Faith grows up during second-wave feminism and is from that time. And therefore she learned about the world in a different time from the younger characters. So she's going to be different. Her perspective is one that, as a student of feminism, I certainly was like, "Yes, I know this part. I know where this part comes from, and I can't wait to see what others — who maybe don't have that sort of education — if it sparks a new understanding of that time and place, which I think people have looked over for quite a while now."
It's moving to look at the history of feminism, the fights that were fought, the mistakes that were made — it's moving, and a lot of other things. But Faith is not Hillary. But, look, I want to live in a world where — and I've said this to friends and said it before — I want to live in a world where there's a lot of famous feminists. So I have to create one. I have to create more.
PS: More people who, even if they are flawed, give back to a younger generation and teach them what they wish they knew at certain points in their lives — the mistakes they made — and tell the story they have to tell.
MW: Yeah, because I think that the mentor story — I haven't seen it represented or spoken about that frequently in fiction. Is there a kind of positive story that we're not hearing? Even though it's complicated and they fall apart at some point, so many women I know have an older woman — at least one — who at a pivotal moment gave them something, and they think about that a lot. I wanted to capture that, and Faith seemed like somebody . . . as I thought about that character, she just sort of got filled out for me. In my own life, those relationships are still so powerful to me. They are so important to me. That, again, is something that I was thinking about anyway for a long time.
PS: It's hard in this moment in time, specifically, to be a young woman trying to grow up, trying to learn lessons. Who do you turn to, and how do you speak your mind without being lumped in with 50 other people who maybe don't have the same views? I think it all becomes a much bigger question, and I think — I hope — it will ultimately lead to a new wave of feminism.
MW: I mean, I have the very young character at the end, Kay, the babysitter — she sort of stands for the future . . . going into a moment we don't know yet, a moment we don't understand, filled with all the feelings that a young woman would have. And I like imagining that.
PS: From your perspective — and I know this is a very complicated question — what does the next wave of feminism look like?
"We're in a moment right now where we're all watching, listening, speaking, learning, [and] feeling surprised at the speed at which things have picked up."

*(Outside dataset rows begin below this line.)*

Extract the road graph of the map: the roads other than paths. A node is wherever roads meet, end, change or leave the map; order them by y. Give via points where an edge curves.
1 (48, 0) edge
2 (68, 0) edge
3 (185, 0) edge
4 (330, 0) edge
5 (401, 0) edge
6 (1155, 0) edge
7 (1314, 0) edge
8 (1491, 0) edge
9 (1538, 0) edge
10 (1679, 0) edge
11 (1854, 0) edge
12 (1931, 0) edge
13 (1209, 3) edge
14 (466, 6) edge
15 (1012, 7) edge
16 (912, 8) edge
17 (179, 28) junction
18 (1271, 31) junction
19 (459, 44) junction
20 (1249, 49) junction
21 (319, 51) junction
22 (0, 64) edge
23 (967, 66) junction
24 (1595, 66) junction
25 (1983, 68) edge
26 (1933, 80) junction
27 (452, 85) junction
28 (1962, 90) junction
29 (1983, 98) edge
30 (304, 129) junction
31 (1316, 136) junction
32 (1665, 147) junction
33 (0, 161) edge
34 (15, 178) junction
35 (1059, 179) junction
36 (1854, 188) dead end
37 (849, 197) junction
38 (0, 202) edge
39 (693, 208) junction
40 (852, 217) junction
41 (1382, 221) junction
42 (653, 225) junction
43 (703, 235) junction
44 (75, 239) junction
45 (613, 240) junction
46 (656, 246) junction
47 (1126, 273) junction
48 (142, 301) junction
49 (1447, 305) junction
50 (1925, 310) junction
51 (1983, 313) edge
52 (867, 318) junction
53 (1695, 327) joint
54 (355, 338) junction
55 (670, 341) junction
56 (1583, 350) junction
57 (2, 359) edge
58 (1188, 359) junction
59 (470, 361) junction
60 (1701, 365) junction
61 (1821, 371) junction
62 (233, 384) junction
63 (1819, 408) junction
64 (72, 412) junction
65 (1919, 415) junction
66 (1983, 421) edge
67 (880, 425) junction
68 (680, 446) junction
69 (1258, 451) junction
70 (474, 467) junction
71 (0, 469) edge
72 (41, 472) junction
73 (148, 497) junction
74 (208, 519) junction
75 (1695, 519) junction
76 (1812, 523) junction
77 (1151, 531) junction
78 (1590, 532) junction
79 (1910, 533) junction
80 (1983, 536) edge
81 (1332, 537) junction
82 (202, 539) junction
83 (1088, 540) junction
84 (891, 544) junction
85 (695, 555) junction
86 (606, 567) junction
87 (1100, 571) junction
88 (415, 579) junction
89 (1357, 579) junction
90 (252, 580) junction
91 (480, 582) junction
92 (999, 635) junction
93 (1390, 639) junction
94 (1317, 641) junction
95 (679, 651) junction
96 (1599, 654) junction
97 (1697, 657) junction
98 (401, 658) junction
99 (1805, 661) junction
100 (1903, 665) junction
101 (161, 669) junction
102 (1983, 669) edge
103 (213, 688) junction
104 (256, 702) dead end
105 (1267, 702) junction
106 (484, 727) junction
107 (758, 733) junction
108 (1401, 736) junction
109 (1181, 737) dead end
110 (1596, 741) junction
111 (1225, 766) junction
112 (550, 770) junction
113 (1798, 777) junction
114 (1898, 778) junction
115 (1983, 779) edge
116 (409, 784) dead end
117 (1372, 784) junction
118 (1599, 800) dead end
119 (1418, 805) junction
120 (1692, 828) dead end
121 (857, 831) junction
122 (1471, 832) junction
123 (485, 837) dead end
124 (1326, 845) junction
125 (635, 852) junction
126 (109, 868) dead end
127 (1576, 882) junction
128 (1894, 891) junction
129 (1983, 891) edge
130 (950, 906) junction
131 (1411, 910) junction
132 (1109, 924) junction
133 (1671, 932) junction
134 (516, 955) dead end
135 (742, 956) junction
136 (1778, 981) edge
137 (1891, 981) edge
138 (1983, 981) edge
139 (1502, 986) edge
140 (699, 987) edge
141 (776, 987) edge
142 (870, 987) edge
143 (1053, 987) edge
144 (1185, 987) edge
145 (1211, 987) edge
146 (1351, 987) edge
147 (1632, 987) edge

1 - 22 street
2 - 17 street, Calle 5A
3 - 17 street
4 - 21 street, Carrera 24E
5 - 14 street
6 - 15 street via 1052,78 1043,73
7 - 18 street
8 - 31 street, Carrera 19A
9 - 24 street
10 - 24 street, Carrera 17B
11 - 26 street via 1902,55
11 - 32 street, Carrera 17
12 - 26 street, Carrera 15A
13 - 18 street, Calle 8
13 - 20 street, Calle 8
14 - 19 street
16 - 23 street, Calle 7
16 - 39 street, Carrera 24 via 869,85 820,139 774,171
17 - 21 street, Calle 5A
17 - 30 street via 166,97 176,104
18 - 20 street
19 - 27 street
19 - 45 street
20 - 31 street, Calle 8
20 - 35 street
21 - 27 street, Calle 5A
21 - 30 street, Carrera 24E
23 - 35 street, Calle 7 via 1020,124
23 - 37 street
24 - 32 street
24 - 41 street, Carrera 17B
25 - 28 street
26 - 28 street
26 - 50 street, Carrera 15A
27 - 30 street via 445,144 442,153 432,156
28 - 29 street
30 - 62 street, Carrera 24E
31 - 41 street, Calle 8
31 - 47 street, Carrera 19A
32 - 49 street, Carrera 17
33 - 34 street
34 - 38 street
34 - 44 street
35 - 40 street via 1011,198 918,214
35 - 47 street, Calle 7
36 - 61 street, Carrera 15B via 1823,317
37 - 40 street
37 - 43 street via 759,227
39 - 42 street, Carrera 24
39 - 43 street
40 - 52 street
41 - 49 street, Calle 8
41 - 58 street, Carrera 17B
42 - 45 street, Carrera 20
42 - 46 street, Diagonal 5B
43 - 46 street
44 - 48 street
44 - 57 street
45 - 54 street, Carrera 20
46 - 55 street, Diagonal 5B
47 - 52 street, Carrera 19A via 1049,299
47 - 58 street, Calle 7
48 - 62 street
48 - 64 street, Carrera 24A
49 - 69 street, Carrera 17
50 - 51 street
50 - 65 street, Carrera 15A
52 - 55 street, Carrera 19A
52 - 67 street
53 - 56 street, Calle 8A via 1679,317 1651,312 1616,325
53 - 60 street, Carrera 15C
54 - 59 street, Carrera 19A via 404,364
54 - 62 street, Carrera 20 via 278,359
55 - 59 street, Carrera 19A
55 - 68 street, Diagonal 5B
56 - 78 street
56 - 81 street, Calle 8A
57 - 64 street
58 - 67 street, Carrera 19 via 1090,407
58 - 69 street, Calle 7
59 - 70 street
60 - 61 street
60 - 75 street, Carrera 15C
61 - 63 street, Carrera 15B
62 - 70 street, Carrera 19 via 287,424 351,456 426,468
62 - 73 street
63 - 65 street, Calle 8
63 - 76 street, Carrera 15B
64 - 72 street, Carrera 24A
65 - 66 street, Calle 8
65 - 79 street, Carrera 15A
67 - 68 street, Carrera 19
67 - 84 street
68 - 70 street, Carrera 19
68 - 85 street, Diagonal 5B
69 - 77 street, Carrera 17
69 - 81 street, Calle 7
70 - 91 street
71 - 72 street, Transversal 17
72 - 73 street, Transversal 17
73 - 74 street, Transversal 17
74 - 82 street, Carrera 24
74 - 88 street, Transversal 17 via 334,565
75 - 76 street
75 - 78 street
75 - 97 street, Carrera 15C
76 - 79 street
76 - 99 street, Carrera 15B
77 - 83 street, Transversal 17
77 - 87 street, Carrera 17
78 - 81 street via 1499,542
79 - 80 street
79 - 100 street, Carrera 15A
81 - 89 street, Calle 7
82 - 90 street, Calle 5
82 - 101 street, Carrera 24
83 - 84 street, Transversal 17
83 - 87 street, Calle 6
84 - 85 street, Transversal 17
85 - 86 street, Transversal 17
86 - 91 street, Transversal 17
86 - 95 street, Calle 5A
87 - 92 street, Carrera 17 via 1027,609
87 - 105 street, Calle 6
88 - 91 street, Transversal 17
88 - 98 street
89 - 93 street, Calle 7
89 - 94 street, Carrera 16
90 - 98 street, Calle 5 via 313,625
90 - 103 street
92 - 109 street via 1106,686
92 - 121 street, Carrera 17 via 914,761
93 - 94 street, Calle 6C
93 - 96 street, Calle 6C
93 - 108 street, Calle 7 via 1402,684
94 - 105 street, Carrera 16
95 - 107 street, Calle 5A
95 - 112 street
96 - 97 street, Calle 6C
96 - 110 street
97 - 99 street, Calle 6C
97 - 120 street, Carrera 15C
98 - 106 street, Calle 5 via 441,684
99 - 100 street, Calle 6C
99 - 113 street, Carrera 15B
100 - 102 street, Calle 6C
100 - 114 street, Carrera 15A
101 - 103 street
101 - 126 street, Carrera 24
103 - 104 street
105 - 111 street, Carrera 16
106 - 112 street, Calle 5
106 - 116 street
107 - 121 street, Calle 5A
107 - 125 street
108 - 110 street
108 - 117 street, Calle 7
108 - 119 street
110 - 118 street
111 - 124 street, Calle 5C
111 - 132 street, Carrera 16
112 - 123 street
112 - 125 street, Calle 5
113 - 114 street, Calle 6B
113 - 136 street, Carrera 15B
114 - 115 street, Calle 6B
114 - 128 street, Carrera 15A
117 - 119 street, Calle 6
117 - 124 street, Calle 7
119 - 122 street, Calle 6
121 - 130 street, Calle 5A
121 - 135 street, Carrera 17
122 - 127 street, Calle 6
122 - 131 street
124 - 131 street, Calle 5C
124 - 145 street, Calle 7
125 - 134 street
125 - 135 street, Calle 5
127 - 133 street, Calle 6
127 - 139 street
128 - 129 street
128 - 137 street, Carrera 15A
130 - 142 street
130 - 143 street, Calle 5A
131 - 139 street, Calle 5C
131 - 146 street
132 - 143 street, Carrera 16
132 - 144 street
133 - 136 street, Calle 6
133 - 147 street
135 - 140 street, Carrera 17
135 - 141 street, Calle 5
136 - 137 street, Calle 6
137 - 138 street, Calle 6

MW: I mean, while the media definitely is interested in the frictions between generations — which is real and there — I think that, generationally, women want so many of the same things. And intergenerationally, certainly, that will continue. Imagining equality, fighting for it. Continuing that fight, broadening that fight. A lot of the things are going to just be continued, and maybe the fight will take different forms. Who knows? We're in a moment right now where we're all watching, listening, speaking, learning, [and] feeling surprised at the speed at which things have picked up. But I couldn't possibly say that I know where it will go.
PS: But where would you hope it would go?
MW: Well, equality is the word that one comes back to. Equality. That's what it's all about.